Сядь там, говорит мне тетя Мици. Я сажусь на диван. Иногда тетя Мици рассказывает мне истории, а я погружаю свои маленькие руки в ее бусинки. У нее несколько мисок, наполненных бусинками, фиолетовыми, зелеными, золотыми, розовыми, бледно-зелеными, их килограммы, тонны. Тетя Мици рассказывает мне про то, как она была молодой. Наш городок был беспошлинной зоной, все здесь было дешевле, и кофе, и сахар и керосин. Тетя Мици и другие девушки под своими широкими юбками проносили контрабанду, и кофе, и сахар, и керосин. Таможенники сидели в маленьком деревянном домике. Иногда они тетю Мици пропускали, иногда затаскивали в маленький деревянный домик. Тетя Мици должна была нагнуться, а потом они, один за другим, по очереди ее трахали. Они трахали тетю Мици несмотря на то, что она была горбатой. Но у нее была очень белая кожа и большие белые сиськи. Поэтому она им нравилась, а про ее горб они говорили, что он принесет ей счастье. Некоторые из девушек родили детей. Мальчиков звали Джанфранко, Джорджо, Марьетто. Девочек звали Анабела, Клаудиа, Мария. Когда закончилась война, девушки стали через Красный Крест искать отцов своих детей. Если Красный Крест их находил, Марьетты получали лиры. Некоторые таможенники женились на мамах маленьких Марий и Клаудий, а потом, когда война закончилась, сбежали в Италию. Но бывало, что Красный Крест их находил и говорил: ого, синьор, у вас, оказывается, две жены, — и тогда таких таможенников сажали в тюрьму. Папа Марьетто сидел в тюрьме, а его мама мыла полы у нас в школе.

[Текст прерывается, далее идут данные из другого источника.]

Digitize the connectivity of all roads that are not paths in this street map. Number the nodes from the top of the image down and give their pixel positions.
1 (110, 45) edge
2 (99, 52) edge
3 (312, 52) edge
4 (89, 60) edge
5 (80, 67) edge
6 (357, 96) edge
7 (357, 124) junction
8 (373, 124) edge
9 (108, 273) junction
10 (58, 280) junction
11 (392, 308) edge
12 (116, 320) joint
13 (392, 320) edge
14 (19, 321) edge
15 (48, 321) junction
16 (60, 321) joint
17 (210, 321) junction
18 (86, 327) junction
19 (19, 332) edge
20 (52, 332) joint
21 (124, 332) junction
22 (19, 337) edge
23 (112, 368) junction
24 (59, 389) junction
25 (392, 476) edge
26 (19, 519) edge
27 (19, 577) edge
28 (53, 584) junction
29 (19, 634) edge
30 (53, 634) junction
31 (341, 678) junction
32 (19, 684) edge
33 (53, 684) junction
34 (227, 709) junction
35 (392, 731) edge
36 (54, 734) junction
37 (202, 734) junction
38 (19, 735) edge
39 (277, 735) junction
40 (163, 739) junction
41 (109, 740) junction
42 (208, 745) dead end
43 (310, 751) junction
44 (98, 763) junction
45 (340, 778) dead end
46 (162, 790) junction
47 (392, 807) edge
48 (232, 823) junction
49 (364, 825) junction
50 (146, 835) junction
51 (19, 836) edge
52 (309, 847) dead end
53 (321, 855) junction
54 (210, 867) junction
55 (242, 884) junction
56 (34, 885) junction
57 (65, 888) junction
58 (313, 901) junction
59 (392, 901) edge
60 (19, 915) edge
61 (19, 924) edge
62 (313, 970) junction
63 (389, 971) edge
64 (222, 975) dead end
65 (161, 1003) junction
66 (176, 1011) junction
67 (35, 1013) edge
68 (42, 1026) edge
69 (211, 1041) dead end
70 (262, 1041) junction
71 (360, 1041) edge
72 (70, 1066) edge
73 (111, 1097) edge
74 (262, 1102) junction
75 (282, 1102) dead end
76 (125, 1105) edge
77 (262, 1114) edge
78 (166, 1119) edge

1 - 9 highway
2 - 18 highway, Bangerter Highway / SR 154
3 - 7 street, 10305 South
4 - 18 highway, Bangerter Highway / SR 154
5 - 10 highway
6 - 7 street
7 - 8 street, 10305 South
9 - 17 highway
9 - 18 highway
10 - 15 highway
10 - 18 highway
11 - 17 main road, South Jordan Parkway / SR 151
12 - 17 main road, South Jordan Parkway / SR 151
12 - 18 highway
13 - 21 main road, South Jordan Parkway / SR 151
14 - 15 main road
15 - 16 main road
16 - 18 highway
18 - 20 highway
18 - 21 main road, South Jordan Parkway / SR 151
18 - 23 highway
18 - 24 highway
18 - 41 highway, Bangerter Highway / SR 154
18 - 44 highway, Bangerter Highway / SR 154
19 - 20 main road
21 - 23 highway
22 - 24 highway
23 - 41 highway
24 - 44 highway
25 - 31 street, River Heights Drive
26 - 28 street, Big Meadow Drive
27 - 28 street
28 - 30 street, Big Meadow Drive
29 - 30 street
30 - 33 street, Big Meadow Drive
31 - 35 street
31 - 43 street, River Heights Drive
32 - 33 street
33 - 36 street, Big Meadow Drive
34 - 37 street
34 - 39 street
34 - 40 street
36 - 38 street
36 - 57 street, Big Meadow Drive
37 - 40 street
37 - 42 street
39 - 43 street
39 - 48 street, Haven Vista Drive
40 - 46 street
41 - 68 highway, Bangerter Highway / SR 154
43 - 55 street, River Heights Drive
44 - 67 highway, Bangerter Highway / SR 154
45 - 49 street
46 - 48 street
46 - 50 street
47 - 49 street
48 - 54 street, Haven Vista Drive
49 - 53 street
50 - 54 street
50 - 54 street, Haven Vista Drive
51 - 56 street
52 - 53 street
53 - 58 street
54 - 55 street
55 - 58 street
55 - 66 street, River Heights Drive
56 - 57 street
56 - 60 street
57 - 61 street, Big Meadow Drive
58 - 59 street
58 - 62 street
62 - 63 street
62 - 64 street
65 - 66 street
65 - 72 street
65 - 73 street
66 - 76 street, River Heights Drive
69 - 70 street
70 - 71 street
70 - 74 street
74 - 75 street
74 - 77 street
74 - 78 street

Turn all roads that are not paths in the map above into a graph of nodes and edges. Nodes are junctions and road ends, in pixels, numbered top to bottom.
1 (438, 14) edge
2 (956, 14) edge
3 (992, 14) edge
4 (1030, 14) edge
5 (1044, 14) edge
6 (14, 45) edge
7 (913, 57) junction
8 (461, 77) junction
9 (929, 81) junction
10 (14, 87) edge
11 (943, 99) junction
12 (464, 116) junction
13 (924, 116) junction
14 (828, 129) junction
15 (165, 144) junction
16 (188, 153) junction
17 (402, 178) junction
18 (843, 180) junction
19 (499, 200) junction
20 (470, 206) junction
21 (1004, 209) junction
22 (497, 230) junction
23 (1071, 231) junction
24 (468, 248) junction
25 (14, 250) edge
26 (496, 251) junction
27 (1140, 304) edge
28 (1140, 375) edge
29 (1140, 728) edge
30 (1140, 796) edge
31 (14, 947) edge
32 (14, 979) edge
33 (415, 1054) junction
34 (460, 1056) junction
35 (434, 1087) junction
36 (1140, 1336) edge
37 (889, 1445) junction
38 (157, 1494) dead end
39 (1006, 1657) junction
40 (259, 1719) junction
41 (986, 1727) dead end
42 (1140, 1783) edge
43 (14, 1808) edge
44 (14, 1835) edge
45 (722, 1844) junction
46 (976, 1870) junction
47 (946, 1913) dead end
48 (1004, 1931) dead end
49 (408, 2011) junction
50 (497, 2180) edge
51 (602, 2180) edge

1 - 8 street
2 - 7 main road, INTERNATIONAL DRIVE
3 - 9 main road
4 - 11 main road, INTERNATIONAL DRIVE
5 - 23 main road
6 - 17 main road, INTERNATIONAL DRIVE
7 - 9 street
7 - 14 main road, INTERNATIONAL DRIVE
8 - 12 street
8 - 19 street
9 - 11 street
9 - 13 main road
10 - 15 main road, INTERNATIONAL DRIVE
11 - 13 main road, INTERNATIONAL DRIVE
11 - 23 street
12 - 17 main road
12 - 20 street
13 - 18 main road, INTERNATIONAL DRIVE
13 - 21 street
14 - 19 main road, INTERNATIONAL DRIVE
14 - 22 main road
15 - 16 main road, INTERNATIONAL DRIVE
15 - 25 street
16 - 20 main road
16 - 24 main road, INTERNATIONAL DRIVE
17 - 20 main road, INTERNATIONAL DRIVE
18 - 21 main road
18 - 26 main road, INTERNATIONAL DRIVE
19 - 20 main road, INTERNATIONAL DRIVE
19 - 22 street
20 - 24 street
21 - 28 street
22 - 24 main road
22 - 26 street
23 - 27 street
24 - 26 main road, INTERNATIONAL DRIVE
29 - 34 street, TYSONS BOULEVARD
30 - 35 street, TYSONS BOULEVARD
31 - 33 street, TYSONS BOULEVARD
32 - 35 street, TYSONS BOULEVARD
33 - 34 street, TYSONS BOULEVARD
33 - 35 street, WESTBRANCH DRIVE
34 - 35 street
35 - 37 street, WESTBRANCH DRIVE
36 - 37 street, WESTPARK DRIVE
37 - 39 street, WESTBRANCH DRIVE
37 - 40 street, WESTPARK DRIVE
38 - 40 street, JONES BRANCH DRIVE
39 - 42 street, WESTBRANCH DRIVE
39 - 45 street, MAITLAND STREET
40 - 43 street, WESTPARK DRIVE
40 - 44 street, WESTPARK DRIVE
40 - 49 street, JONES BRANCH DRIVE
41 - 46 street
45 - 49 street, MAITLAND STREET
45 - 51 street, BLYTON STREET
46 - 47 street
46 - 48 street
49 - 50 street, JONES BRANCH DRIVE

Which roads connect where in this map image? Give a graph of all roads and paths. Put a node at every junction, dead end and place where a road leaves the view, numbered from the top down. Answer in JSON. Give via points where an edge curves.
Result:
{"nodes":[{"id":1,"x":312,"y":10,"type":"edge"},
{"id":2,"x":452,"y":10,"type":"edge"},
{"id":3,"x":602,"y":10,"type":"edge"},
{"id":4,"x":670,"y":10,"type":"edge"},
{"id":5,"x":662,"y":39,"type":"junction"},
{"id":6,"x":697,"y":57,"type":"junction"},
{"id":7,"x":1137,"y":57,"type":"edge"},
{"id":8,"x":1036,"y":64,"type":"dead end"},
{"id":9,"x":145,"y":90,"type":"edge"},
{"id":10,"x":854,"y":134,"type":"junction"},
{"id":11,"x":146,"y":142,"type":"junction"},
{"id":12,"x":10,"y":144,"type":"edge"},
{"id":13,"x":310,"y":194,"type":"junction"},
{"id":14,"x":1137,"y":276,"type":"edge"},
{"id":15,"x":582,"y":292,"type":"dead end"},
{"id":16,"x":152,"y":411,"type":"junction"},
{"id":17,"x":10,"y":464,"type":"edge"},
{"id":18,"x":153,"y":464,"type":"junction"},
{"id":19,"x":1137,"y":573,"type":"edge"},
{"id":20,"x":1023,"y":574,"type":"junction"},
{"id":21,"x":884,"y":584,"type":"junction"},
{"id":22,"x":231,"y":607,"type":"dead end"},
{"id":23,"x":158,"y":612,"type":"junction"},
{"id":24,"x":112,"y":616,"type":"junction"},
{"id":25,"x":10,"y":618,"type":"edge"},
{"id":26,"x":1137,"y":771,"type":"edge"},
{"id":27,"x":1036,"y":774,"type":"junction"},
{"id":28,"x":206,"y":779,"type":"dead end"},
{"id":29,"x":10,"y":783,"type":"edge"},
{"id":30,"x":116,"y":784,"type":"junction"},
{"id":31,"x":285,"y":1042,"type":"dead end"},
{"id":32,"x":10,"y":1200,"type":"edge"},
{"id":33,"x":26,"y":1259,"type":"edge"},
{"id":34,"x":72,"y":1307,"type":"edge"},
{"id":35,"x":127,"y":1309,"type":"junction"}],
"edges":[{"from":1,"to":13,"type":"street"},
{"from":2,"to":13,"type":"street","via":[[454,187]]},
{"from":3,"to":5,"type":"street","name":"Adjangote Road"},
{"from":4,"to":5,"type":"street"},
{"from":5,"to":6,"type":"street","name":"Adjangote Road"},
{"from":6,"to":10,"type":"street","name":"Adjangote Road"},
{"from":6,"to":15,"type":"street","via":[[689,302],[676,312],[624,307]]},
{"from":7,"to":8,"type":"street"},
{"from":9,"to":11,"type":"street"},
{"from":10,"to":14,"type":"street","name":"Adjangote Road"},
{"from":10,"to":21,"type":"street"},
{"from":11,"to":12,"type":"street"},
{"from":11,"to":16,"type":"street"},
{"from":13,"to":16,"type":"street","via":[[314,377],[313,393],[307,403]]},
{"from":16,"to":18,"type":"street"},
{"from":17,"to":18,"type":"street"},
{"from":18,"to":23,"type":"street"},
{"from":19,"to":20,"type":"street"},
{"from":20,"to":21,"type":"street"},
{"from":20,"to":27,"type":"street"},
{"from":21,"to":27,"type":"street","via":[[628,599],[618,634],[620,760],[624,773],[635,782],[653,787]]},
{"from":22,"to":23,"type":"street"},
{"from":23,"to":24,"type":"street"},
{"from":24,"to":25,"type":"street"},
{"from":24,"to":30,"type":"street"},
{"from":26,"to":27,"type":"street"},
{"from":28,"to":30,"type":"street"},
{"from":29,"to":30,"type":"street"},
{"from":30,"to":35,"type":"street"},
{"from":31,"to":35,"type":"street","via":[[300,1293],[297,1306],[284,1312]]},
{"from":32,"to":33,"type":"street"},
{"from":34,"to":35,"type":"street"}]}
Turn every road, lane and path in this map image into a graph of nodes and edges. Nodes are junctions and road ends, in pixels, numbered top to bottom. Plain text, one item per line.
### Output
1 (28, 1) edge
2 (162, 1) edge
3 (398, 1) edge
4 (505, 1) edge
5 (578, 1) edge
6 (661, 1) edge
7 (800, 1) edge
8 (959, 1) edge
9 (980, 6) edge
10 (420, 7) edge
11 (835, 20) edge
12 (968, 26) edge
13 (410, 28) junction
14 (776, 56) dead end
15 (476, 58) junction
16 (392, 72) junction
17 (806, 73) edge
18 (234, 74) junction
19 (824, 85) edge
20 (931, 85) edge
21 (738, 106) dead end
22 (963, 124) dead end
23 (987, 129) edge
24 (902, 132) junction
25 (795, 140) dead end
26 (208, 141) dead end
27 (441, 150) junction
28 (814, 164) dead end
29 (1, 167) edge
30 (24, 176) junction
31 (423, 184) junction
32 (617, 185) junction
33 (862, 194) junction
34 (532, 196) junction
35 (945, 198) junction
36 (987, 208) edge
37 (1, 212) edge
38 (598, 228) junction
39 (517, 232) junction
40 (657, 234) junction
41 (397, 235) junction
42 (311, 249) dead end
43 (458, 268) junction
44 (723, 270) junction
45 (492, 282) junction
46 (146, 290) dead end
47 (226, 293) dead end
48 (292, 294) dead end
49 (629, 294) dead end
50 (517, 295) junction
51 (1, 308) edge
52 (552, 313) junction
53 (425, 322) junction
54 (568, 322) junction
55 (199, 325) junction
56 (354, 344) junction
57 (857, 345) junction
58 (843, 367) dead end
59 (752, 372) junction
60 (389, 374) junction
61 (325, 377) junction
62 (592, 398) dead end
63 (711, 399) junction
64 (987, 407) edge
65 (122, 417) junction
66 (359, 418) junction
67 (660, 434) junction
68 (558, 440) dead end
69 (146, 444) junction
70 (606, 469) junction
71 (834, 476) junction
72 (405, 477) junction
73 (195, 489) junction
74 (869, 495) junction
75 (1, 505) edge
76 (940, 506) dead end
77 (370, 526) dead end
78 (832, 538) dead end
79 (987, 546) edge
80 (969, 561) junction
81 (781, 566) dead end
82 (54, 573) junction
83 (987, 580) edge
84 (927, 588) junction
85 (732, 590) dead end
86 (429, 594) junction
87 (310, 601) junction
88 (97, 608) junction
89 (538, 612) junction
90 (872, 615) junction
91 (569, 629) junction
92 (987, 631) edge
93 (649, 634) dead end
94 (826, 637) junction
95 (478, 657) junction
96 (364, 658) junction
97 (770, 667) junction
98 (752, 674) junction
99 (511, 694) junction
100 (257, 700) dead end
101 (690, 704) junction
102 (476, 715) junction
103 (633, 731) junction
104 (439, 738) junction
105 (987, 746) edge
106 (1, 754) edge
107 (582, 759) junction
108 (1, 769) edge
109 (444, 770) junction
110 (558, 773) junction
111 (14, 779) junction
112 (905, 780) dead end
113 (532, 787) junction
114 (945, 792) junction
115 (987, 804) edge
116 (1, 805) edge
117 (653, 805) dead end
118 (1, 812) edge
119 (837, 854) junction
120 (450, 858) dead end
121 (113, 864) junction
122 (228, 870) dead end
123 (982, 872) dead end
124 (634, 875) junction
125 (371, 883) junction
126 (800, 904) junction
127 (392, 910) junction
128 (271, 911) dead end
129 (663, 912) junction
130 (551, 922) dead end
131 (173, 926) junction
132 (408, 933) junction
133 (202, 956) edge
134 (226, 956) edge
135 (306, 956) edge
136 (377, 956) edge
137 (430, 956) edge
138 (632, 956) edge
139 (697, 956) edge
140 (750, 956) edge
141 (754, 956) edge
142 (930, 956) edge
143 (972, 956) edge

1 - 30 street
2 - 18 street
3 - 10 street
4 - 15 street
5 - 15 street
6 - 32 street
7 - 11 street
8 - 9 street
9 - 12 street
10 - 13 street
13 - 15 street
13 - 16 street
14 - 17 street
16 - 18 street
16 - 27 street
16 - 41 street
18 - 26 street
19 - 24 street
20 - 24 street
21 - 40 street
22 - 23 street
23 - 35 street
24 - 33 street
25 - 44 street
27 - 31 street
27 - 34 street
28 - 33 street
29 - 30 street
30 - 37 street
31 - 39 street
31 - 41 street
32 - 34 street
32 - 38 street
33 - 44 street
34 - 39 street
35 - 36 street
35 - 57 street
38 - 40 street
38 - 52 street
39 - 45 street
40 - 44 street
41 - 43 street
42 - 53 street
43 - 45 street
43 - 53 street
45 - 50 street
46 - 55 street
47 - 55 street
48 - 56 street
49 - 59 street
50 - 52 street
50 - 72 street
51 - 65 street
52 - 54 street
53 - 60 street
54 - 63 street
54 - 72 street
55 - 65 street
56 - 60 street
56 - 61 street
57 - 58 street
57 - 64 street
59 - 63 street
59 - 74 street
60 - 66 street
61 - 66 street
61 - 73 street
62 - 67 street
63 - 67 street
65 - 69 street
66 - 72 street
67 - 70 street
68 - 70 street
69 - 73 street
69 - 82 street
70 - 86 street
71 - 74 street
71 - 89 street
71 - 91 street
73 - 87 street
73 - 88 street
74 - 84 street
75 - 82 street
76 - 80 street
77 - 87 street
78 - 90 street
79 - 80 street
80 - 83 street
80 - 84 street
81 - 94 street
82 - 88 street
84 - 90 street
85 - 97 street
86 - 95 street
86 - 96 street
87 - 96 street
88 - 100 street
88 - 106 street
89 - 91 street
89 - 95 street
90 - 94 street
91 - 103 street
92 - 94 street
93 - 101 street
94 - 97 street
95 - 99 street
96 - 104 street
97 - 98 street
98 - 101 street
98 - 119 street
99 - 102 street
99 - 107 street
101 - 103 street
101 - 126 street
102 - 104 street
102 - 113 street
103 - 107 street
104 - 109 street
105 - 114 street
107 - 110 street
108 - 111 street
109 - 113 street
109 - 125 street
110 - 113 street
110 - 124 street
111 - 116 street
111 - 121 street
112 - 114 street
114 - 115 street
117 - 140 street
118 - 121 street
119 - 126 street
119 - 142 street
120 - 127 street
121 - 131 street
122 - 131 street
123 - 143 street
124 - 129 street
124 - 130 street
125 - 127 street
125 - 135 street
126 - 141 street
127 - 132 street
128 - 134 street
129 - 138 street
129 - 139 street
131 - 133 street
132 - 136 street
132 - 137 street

Тетя Мици дает мне два яйца. Я размешиваю сахар и желтки, она большой вилкой взбивает белки. Деревянной ложкой я мешаю, и мешаю, и мешаю сахар и желтки. Белковая пена такая густая, что можно перевернуть тарелку, а белок останется на ней. Тетя Мици дает белку соскользнуть в большую фарфоровую чашку. Он соскальзывает, я перемешиваю все вместе, ем большой деревянной ложкой, облизываю маленькие губы. Тетя Мици уходит к моему папе, возвращается и говорит: все в порядке, тебе ничего не будет, ты же ребенок, он обещал, вы помиритесь. Иду домой, шаг за шагом, уставившись в свои черные резиновые туфли. Мне сделал их дядя Берто, у него в мастерской, на стене, много голых женщин, с большими сиськами и в маленьких трусиках, они все смеются. У жены дяди Берто на затылке седой пучок, она приносит дяде Берто чай, кофе, куриный суп, чистые носовые платки. Дядя Берто сильно потеет, втыкает шило в резину, на резину с его лба падают капли, кап, кап, кап. Наш дом совсем близко, топ, топ, топ. Я иду совсем медленно. Уже темно, я вхожу в кухню, папа берет меня за маленькую руку, пойдем, говорит он. Мы поднимаемся по лестнице, впереди я, папа за мной. Лестница узкая, деревянная. Сейчас мы в моей комнате. Папа начинает меня раздевать, не спеша. Теперь я совсем голая. Он раздирает простыню. Я стою и смотрю. Дверь закрыта. Он привязывает меня к кровати. Я связана. Папа вытаскивает из брюк ремень. Он хлещет меня ремнем, ремнем с большой пряжкой. По спине, по ногам, по рукам, по шее, по голове. Лупит, лупит, лупит. Я визжу тоненьким голосом: спаситеме-няяяяяя, мамааааа, бубушкаааа… Бабушка на кухне. Наверняка она расплетает свой длинный, тонкий, седой мышиный хвост. Слышу, как она кричит: людиииии, помогитееее, айооооой, айоооой. Мама наверняка курит в уборной и шамкает ртом, чмок, чмок, смотрит на дым и машет рукой, чтобы дым выходил через окно, половинку сигареты прячет в карман фартука, на потом. Сука, сука, сука, кричит папа. Бабушкаааа, это кричу я, бабуляяя, это кричу я, бабуляяяя, это мой тонкий голос. Бабушка воет «айоооой», мама машет рукой, чтобы дым вышел через узкое окно. Айоооой, айооой, а я уже ничего не чувствую, не вижу, не слышу. Потом я очнулась, вся мокрая от холодной воды, я отвязана. Бабушка мажет меня оливковым маслом, оливковое масло темно-зеленого цвета, оно воняет.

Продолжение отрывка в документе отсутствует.